Он говорит, и улыбается, и упражняет кончики пальцев, а я вдруг спрашиваю себя: «А очень ли он несчастлив?» Ибо то, что он несчастлив, я вдруг ощутил. С предельной ясностью. Со всей остротой. Иногда я знаю, что думают другие, что в них происходит. И всегда попадаю в точку.
Что же так угнетает шефа?
— Моя мать, — продолжает он, — была в полнейшем отчаянии. Но тут к нам пришел новый учитель. Он был совсем другим. Он отвел меня в сторонку и сказал: «Я знаю про тебя все: про твое правописание и про то, что у тебя дома. Я больше вообще не буду помечать ошибки в твоих работах. Поскольку ты вообще безнадежный случай. Пиши как Бог на душу положит.
— Ничего себе!
— Вот именно. Знаешь ли ты, что из всего этого получилось?
— Ну, наверно, мир и покой воцарились в вашем родном доме.

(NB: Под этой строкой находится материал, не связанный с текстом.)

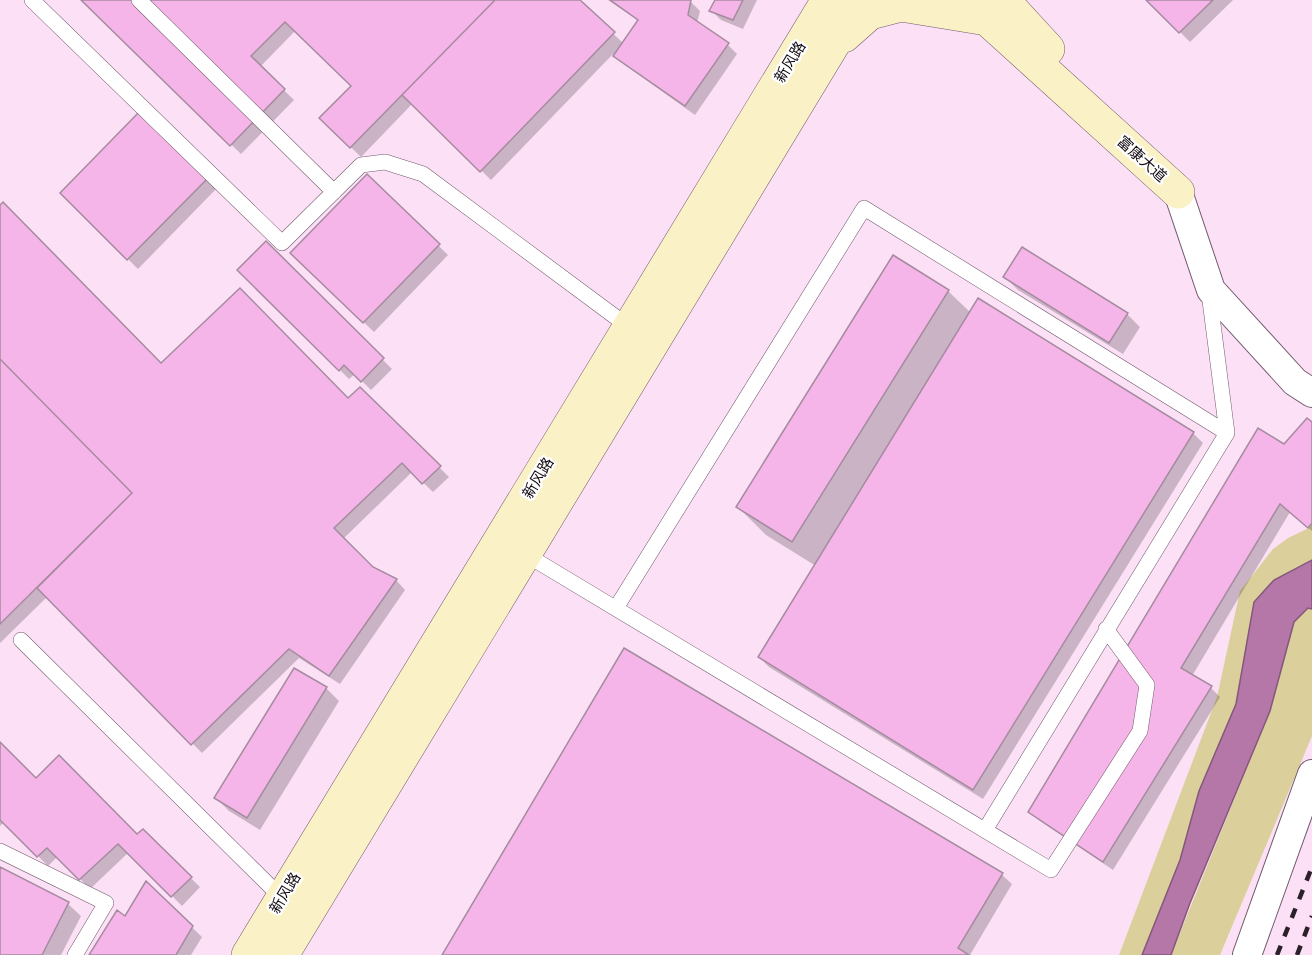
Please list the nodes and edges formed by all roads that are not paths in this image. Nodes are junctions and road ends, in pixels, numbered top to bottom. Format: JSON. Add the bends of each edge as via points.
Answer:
{"nodes":[{"id":1,"x":32,"y":0,"type":"edge"},
{"id":2,"x":139,"y":0,"type":"edge"},
{"id":3,"x":816,"y":0,"type":"edge"},
{"id":4,"x":828,"y":0,"type":"edge"},
{"id":5,"x":860,"y":0,"type":"edge"},
{"id":6,"x":985,"y":6,"type":"edge"},
{"id":7,"x":820,"y":41,"type":"junction"},
{"id":8,"x":334,"y":192,"type":"junction"},
{"id":9,"x":1179,"y":192,"type":"joint"},
{"id":10,"x":1206,"y":273,"type":"junction"},
{"id":11,"x":629,"y":327,"type":"junction"},
{"id":12,"x":1312,"y":393,"type":"edge"},
{"id":13,"x":1227,"y":433,"type":"junction"},
{"id":14,"x":525,"y":554,"type":"junction"},
{"id":15,"x":616,"y":608,"type":"junction"},
{"id":16,"x":1106,"y":629,"type":"junction"},
{"id":17,"x":21,"y":640,"type":"dead end"},
{"id":18,"x":1312,"y":774,"type":"edge"},
{"id":19,"x":985,"y":830,"type":"junction"},
{"id":20,"x":0,"y":851,"type":"edge"},
{"id":21,"x":282,"y":898,"type":"junction"},
{"id":22,"x":75,"y":955,"type":"edge"},
{"id":23,"x":248,"y":955,"type":"edge"},
{"id":24,"x":282,"y":955,"type":"edge"},
{"id":25,"x":1247,"y":955,"type":"edge"}],
"edges":[{"from":1,"to":8,"type":"lane","via":[[282,243]]},
{"from":2,"to":8,"type":"lane"},
{"from":3,"to":7,"type":"main road"},
{"from":4,"to":7,"type":"main road","name":"新风路"},
{"from":5,"to":7,"type":"main road","name":"新风路"},
{"from":6,"to":7,"type":"main road","via":[[901,5],[870,13]]},
{"from":6,"to":9,"type":"main road","name":"富康大道"},
{"from":7,"to":11,"type":"main road","name":"新风路"},
{"from":7,"to":14,"type":"main road","name":"新风路"},
{"from":8,"to":11,"type":"lane","via":[[361,165],[385,162],[423,174]]},
{"from":9,"to":10,"type":"street"},
{"from":10,"to":12,"type":"street","via":[[1211,290],[1295,382]]},
{"from":10,"to":13,"type":"lane"},
{"from":11,"to":21,"type":"main road","name":"新风路"},
{"from":13,"to":15,"type":"lane","via":[[864,208]]},
{"from":13,"to":16,"type":"lane"},
{"from":14,"to":15,"type":"lane"},
{"from":14,"to":24,"type":"main road","name":"新风路"},
{"from":15,"to":19,"type":"lane"},
{"from":16,"to":19,"type":"lane"},
{"from":16,"to":19,"type":"lane","via":[[1147,685],[1140,731],[1051,870]]},
{"from":17,"to":21,"type":"lane"},
{"from":18,"to":25,"type":"street"},
{"from":20,"to":22,"type":"lane","via":[[106,903]]},
{"from":21,"to":23,"type":"main road","name":"新风路"}]}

— Разумеется. Но он сказал, что я безнадежный случай, а это возбудило во мне дух противоречия. Я был в бешенстве! Кому приятно, чтобы тебя считали полным идиотом? Одним словом, я собрался. И четверть года спустя я уже писал без единой ошибки. И знаешь, что я тогда решил?
— Стать учителем.
— Угадал. Я хотел стать таким учителем, как тот — второй. Его фамилия была Зеельман. Мы звали его «Душа»[48]. Мне захотелось иметь свою собственную школу и свои собственные методы. И принимать в школу не только детей из богатых семей, но и одаренных из бедняков, потому что мой отец сам был бедняком и не имел возможности учиться в классах старшей ступени. Что ты так на меня смотришь?
— Ах, просто так.
— Нет уж, говори.
Ладно, скажу. Кажется, этому человеку можно говорить все.
— Это, конечно, колоссально насчет одаренных из бедняков, которым вы даете стипендии. Но здесь есть одно «но».